Rob Schwarzwalder is Senior Vice President at Family Research Council. This article appeared in The American Thinker on July 30, 2014.
People tend to romanticize the past. Whether we are thinking of departed loves ones or a treasured national history, we easily over-rouge the blemishes that mar any life or any heritage.
With respect to America, some conservatives surely think of the past in selective terms. They develop a lovely vision of supposedly halcyon days of yore that omits grim realities they would rather ignore.
It's possible there are those (I know no one like this, but for the sake of argument) who believe that we can emancipate ourselves from the political, social, and cultural accretions of 238 years of history and return to an America that never really was.
These efforts are grounded in unreality and, thus, doomed to failure.
We can neither reconstruct what never existed nor massively change all the things we dislike immediately and comprehensively. Such agendas are the stuff of intellectual child's play, not serious thinking about where we are and where we need to go.

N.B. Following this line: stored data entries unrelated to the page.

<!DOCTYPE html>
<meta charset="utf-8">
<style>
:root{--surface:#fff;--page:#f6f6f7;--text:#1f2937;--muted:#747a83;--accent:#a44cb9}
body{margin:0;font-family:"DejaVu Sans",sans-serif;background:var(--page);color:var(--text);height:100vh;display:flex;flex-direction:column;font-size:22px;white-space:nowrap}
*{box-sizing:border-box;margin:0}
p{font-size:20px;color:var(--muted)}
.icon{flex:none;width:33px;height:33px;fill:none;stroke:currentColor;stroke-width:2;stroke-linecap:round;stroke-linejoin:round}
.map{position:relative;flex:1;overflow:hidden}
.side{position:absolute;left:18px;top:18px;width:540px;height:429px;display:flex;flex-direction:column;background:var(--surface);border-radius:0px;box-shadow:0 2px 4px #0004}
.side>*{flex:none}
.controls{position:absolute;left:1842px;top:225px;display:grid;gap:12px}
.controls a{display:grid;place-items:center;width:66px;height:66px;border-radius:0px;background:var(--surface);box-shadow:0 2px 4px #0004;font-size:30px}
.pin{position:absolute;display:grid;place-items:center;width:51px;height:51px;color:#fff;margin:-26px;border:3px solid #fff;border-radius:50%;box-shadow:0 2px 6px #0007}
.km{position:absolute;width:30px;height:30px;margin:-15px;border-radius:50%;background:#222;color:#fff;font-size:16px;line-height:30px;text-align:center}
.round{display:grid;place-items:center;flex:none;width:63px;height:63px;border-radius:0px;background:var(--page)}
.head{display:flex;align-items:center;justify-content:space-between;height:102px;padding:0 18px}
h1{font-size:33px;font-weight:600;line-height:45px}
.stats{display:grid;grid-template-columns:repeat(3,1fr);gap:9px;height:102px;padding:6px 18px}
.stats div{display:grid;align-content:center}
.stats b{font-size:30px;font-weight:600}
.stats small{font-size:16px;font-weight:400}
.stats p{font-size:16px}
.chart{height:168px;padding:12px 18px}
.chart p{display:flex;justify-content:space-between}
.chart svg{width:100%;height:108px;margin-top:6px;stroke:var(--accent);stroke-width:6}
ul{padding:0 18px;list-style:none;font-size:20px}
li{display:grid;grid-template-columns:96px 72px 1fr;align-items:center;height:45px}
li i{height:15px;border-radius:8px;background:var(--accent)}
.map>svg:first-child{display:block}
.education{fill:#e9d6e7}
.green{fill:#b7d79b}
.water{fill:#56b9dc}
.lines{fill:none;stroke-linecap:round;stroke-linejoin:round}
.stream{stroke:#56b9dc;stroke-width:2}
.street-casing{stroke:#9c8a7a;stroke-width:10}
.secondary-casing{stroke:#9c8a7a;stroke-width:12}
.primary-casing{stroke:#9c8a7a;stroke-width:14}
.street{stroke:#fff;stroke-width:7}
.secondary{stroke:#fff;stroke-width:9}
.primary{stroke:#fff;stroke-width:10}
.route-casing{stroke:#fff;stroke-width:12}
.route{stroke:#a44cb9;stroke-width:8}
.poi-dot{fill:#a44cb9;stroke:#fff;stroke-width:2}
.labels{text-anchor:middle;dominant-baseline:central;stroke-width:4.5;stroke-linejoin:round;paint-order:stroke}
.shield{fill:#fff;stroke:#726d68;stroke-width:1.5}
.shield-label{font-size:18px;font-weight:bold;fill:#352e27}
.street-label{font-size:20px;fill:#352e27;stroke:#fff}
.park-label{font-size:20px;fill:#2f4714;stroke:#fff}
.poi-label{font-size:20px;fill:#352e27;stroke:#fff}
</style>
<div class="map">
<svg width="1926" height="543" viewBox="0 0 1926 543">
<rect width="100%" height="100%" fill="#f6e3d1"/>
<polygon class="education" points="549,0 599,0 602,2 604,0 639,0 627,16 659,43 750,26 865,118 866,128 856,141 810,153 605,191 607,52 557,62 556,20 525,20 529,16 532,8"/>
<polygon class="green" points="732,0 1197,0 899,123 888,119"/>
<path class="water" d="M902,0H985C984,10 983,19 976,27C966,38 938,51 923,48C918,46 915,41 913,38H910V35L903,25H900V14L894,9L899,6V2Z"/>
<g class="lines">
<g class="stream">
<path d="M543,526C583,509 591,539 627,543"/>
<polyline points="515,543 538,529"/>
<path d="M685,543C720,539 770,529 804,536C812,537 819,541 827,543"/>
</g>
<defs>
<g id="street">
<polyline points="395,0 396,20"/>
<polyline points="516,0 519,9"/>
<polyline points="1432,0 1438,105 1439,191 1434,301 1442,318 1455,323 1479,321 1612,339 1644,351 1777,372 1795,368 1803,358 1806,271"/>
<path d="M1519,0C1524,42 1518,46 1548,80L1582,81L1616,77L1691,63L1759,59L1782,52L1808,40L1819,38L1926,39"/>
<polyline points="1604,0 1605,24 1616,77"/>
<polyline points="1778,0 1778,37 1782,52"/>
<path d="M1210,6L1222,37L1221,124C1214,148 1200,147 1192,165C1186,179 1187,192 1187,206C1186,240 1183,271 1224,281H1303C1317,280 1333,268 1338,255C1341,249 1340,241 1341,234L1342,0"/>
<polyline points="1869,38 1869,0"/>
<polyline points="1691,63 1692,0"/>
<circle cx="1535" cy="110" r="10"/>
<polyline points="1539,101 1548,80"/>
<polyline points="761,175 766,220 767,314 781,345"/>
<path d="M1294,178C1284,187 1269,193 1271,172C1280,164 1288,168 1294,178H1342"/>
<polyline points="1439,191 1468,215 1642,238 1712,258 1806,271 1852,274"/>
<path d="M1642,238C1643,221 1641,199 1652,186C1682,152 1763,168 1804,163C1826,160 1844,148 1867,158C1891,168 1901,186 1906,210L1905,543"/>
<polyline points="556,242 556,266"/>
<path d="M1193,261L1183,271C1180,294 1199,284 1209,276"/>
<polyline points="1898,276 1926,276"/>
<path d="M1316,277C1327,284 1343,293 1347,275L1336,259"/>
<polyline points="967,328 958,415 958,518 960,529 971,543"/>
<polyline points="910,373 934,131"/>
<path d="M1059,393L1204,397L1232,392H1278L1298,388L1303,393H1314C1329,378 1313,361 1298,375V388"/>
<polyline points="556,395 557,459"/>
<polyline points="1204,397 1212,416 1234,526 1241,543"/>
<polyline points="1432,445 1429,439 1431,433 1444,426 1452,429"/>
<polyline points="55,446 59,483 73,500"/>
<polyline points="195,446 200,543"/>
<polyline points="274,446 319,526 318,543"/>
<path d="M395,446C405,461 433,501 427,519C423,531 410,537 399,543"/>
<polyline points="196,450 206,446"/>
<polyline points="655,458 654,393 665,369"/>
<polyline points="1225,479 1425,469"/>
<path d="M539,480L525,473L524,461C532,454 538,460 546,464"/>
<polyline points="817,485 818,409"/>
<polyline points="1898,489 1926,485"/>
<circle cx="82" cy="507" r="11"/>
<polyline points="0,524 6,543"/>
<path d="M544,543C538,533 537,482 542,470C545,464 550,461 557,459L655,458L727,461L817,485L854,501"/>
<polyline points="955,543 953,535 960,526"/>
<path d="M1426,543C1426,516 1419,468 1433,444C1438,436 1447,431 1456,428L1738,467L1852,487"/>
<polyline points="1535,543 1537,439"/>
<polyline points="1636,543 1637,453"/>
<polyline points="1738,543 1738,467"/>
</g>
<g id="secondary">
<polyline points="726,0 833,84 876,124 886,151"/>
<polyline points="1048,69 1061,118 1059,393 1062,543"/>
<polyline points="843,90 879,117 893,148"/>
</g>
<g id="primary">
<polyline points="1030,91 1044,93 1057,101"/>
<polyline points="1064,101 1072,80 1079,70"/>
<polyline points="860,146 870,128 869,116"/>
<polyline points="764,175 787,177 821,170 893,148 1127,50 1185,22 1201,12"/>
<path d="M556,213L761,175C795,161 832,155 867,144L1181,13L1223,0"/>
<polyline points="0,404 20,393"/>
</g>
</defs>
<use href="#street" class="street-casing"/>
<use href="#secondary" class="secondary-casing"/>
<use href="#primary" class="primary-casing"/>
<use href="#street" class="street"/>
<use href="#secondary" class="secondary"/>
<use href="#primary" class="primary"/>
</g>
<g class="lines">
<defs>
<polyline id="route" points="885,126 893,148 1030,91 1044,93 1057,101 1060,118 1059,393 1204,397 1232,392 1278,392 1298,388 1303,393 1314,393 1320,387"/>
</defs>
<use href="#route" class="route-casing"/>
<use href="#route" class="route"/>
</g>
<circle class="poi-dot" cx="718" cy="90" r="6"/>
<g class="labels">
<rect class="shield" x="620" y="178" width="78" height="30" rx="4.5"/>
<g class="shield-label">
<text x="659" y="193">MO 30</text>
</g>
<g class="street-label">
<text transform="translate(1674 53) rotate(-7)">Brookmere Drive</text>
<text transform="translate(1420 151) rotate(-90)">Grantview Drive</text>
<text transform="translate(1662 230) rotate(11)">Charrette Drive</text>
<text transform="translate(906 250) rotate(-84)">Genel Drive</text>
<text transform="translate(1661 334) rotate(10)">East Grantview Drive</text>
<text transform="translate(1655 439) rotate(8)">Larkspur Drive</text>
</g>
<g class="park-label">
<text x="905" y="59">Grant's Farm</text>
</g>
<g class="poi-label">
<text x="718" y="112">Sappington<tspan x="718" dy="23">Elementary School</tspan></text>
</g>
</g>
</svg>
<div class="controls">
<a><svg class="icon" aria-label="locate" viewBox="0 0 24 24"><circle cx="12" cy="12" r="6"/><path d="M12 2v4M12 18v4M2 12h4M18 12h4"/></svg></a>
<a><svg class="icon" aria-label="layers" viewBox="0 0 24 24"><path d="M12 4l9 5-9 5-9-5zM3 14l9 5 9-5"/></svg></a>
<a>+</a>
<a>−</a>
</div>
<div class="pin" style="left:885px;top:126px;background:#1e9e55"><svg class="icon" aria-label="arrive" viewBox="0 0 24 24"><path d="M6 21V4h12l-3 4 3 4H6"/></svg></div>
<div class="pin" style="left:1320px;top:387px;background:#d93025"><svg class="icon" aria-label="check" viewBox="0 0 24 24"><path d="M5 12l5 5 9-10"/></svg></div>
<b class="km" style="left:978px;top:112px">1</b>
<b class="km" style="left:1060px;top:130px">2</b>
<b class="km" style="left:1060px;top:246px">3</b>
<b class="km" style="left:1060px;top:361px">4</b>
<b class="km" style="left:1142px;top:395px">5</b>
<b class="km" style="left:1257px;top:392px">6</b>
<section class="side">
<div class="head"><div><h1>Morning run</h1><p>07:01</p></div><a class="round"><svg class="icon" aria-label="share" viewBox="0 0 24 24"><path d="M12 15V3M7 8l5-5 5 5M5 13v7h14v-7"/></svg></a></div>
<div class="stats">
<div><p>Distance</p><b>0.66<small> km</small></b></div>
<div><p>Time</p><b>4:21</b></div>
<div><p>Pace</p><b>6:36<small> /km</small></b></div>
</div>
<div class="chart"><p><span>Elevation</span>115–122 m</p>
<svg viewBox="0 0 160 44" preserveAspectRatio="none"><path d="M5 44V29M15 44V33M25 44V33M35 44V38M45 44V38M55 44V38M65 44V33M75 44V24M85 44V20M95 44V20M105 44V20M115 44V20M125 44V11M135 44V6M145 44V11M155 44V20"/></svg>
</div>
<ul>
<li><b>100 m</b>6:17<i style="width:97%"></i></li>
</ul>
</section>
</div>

Still, conservatives who long for the establishment of constitutional government as it was articulated and envisioned by the Founders are neither malcontents, romantics, nor naive. We take our country in our time as it is, appreciating its myriad blessings while still mindful of the many impediments to the changes we wish to realize, and work to pick our battles based on the gravity and urgency they present.
Given our view of human nature and of the nature of change, we are aware that a "great undoing" of what has become a gigantic, intrusive, and powerful federal apparatus can happen neither all at once nor as thoroughly as we ideally would wish. That does not make change impossible. Entrenched institutions or practices running counter to the Constitution and the public good can be improved or, in some cases, abolished.
Combativeness is different than combat itself. The temperament characterized by chronic rage is not a conservative one; it transcends political philosophy and infuses the shrillest of both Right and Left.
Yet standing-down when there are battles to be fought because such battles seem intractable is not principled compromise. It is the quest for peace when there is no peace, the confusion of superficial good feeling with genuine civility, the exchange of necessary combat for the illusion of conciliation.
Acceptance of radical extremes is not conservative. To accept with smiling equanimity the metastasizing federal state or to be content with tinkering on the edges rather than embarking on a program of substantial and endemic change is not conservative.
It is acquiescence and an abandonment of conservative principle for the modest pottage of tertiary reform.
We must make our arguments cogently, repetitively, and simply. And we must often go forward in intentional increments. Many conservatives have proposed intermediary steps to move us away from the enormous, greatly overpotent government that is the fruit of the abandonment of constitutional governance. For example:
President George W. Bush's plan to offer personal savings accounts in the Social Security system. Many conservatives would argue that, ideally, Social Security should cease being federally-run and instead be distributed to the states. The modest plan President Bush proposed was at least an improvement over the existing, financially doomed system.
U.S. Rep. Paul Ryan's "Opportunity Grant" proposal, which "would begin on a pilot basis. It would consolidate a range of safety-net programs -- from food stamps to housing vouchers -- into a single grant offered to states. State governments, working with local officials and nonprofit and faith groups, would then distribute the money, with strict accountability standards."
U.S. Sen. Marco Rubio has proposed some innovative ideas to modernize the federal tax code, proposals designed to bring greater fairness to the tax system and foster higher economic growth
These are creative, potentially effective steps to streamline government and make it more consistent with genuine constitutionalism. They are helpful but impermanent bridges to something more: The restoration of a Constitution-based form of the federal government.
Dramatic changes in government are unlikely in the short term. We should choose our battles with care; priority should be given to those most pressing and serious, and the means by which to address them should be well-considered.
But political realism need not mean philosophical surrender. Prudence without principle is cynical pragmatism, self-interest (or at best laziness) elevated to an ideal. Principle without prudence is vanity, and shows more concern with gratifying one's sense of righteousness than with accomplishing anything of genuine and enduring importance.
"What great cause would have been fought and won under the banner, I stand for consensus?" asked Margaret Thatcher. Taking small steps might be necessary, but we take them only after attempting greater things. Not things so great as to be preposterous from the outset, but things that at least point toward larger transformation.
Conservatives should look back not with pining, grieving nostalgia but with gratitude and a quest for guidance. We appreciate the great goods of the present, aware also of the present's great evils. And we seek to build for a future that offers opportunity, dignity, hope, and liberty to more and more people, born and in generations unborn.
Satisfaction with the middling is what Theodore Roosevelt called "the gray twilight that knows neither victory nor defeat." We inspire, lead, and achieve by attempting doable but still great things. Do we then get the stars? No -- but maybe, at least, the moon, and that's better than the dust of contented mediocrity.